In diesem Moment fällt ihnen die Hintertür auf, die zum Pool führt, dieselbe Tür, durch die der Eindringling, wer immer er auch sein mag, vor einer knappen Woche das Haus betreten und es wieder verlassen hat. Die Tür ist zwar verschlossen, aber etwas klebt von außen an der Glasscheibe. Lucy eilt bereits darauf zu, und bevor Rudy klar wird, was geschieht, hat sie die Tür schon aufgerissen und betrachtet das weiße Blatt Papier, das mit einem einzigen Klebestreifen daran festgemacht ist.
»Was ist das?«, fragt Rudy, schließt den Gefrierschrank und starrt sie an. »Was zum Teufel ist das?«
»Wieder ein Auge«, sagt Lucy. »Eine Zeichnung von demselben Auge. Mit Bleistift. Und du hattest Henri in Verdacht. Sie ist mehr als fünfzehnhundert Kilometer weit weg von hier, und du hast gedacht, dass sie es war. Tja, jetzt hast du die Antwort. Er will mir mitteilen, dass er mich beobachtet«, fügt sie zornig hinzu und tritt nach draußen, um sich die Zeichnung von dem Auge besser anzuschauen.
»Nicht anfassen!«, ruft er.
»Hältst du mich für blöd, oder was?«, schreit sie zurück.
11
Verzeihung«, meint ein junger Mann, der einen violetten OP-Anzug, einen Gesichtsschild mit Maske, eine Kopfbedeckung, Schuhe und zwei Paar Latexhandschuhe übereinander trägt. Als er sich Scarpetta nähert, sieht er aus wie die Karikatur eines Astronauten. »Was sollen wir denn mit ihrem Gebiss machen?«
Scarpetta will ihm schon erklären, dass sie nicht hier arbeitet, doch ihr fehlen die Worte, und sie starrt stattdessen auf die dicke tote Frau, die gerade von zwei Leuten – ebenfalls vermummt, als hätten sie Angst, sich die Pest zu holen – in einen Leichensack gesteckt wird. Sie liegt auf einer Bahre, die stabil genug ist, um ihr gewaltiges Gewicht zu tragen.
»Sie hat ein Gebiss«, wendet sich der junge Mann im violetten OP-Anzug nun an Fielding. »Wir haben es in eine Schachtel gelegt und vergessen, es in den Beutel zu tun, bevor wir sie wieder zugenäht haben.«
»Es gehört auch nicht in den Beutel.« Scarpetta beschließt, sich dieses sonderbaren Problems anzunehmen. »Sondern in ihren Mund. Dem Beerdigungsinstitut und der Familie wird es lieber sein, wenn sie es im Mund hat.
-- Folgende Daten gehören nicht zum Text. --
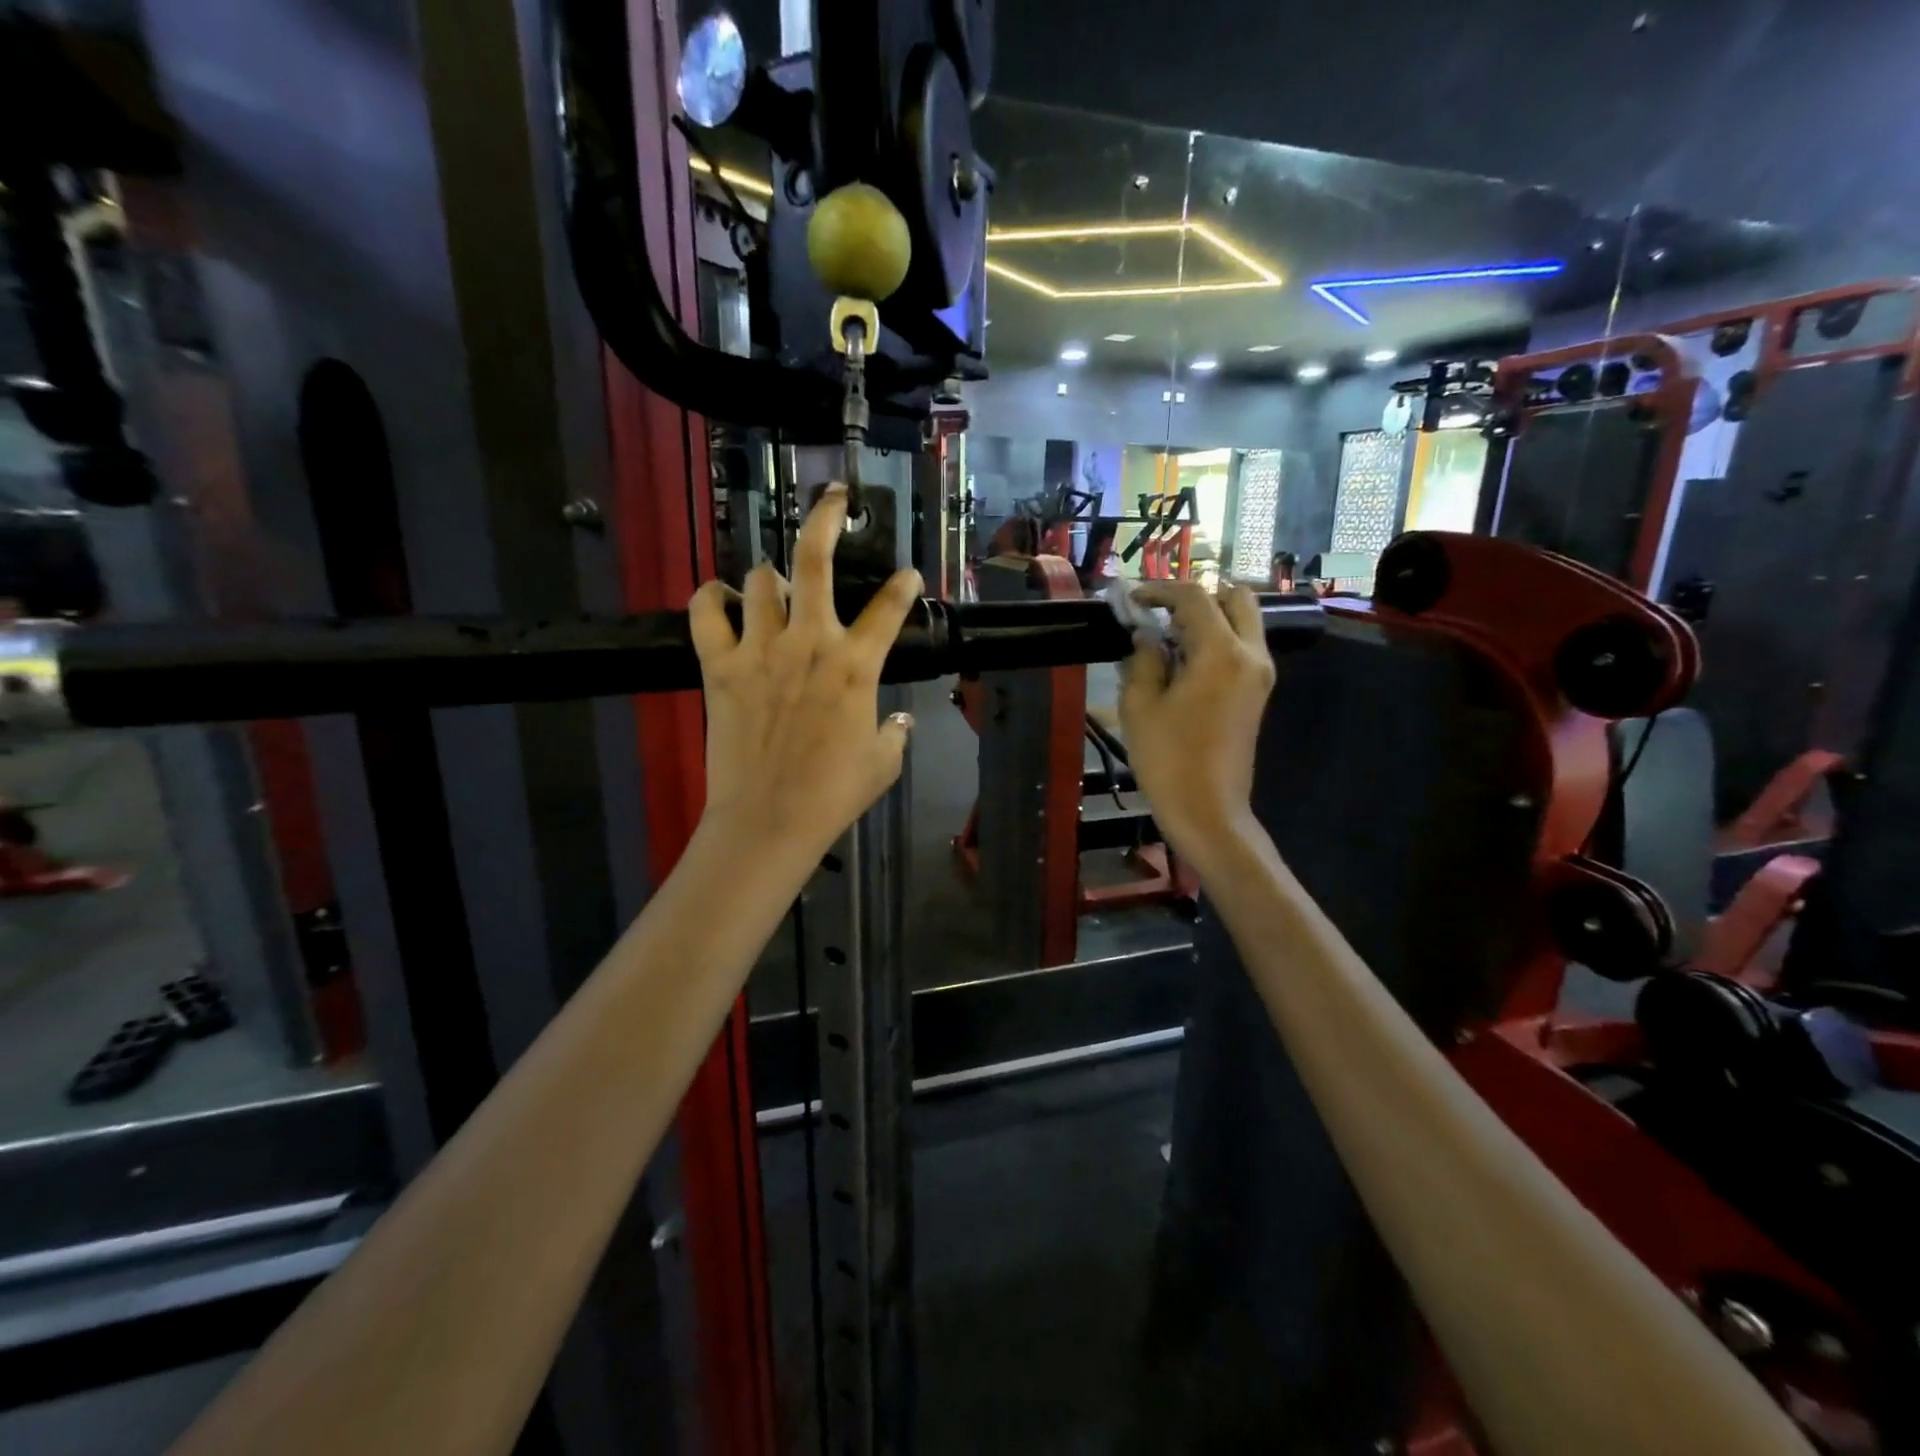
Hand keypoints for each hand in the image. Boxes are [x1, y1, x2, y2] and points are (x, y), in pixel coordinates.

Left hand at [689, 486, 920, 867]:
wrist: (769, 820)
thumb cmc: (833, 794)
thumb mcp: (883, 764)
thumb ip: (896, 733)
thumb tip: (901, 720)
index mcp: (856, 665)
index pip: (890, 608)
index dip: (903, 586)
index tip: (907, 577)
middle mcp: (810, 642)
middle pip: (815, 558)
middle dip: (827, 516)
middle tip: (835, 498)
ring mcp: (760, 649)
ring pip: (762, 579)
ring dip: (772, 577)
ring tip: (777, 588)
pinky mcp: (719, 665)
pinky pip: (706, 612)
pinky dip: (711, 597)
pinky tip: (721, 597)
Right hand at [1119, 580, 1276, 867]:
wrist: (1208, 810)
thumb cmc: (1168, 759)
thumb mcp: (1140, 705)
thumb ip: (1142, 659)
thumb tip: (1145, 636)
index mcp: (1221, 652)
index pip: (1195, 598)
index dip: (1160, 590)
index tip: (1132, 599)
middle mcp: (1251, 654)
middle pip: (1235, 598)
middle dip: (1196, 597)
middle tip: (1160, 614)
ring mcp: (1260, 674)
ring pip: (1242, 621)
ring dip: (1208, 618)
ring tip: (1167, 638)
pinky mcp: (1259, 692)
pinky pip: (1242, 646)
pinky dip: (1217, 639)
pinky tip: (1183, 660)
Und sie fände es vermutlich auch besser, wenn sie mit ihren Zähnen beerdigt würde.«
»Also müssen wir sie nicht wieder aufschneiden und den Beutel rausholen«, erwidert der Soldat in Violett. »Da bin ich aber erleichtert.«
»Vergessen Sie den Beutel«, sagt Scarpetta zu ihm. »Gebisse gehören grundsätzlich nicht dort hinein.« Sie meint den stabilen durchsichtigen Plastikbeutel, der sich nun in der leeren Brusthöhle der dicken Frau befindet. Der Beutel enthält ihre obduzierten Organe, die nicht an die anatomisch korrekte Stelle zurückgelegt wurden, da es nicht die Aufgabe eines forensischen Pathologen ist, Menschen wieder zusammenzusetzen. Dies wäre auch gar nicht möglich und in etwa damit vergleichbar, als wolle man aus einem Gulasch eine Kuh rekonstruieren. »Wo ist das Gebiss?«, fragt Scarpetta.
»Gleich da drüben.« Der junge Mann im violetten OP-Anzug zeigt auf eine Arbeitsfläche auf der anderen Seite des Autopsiesaals. »Bei ihren Papieren.«
Fielding, der mit diesem albernen Problem nichts zu tun haben will, ignoriert den Mann einfach. Er sieht zu jung für einen Medizinstudenten im Praktikum aus und gehört vermutlich auch zu den Soldaten aus Fort Lee. Wahrscheinlich hat er nicht mehr als einen Highschool-Abschluss vorzuweisen und tut jetzt Dienst in der Gerichtsmedizin, weil die militärischen Vorschriften verlangen, dass er lernt, mit Gefallenen umzugehen. Am liebsten würde Scarpetta ihm sagen, dass selbst von Granaten in die Luft gesprengte Soldaten es gern hätten, wenn man ihr Gebiss mit ihnen nach Hause schickt, und zwar vorzugsweise im Mund, falls sie noch einen haben. Aber sie verkneift es sich.
»Kommen Sie«, fordert sie den Soldaten stattdessen auf. »Schauen wir uns die Sache mal an.«
Sie begleitet ihn über den Fliesenboden und geht an einer anderen Bahre vorbei, die gerade hereingerollt wurde. Darauf liegt das Opfer einer Schießerei, ein junger Schwarzer mit kräftigen Armen, die mit Tätowierungen bedeckt und nun starr vor seiner Brust verschränkt sind. Er hat eine Gänsehaut, eine postmortale Reaktion der Muskeln, die die Haarwurzeln aufrichten, auf die Totenstarre, die ihn aussehen lässt, als fröre er, habe Angst oder beides. Der Soldat aus Fort Lee nimmt eine Plastikschachtel von der Arbeitsfläche und will sie Scarpetta schon reichen, als er bemerkt, dass sie keine Handschuhe trägt.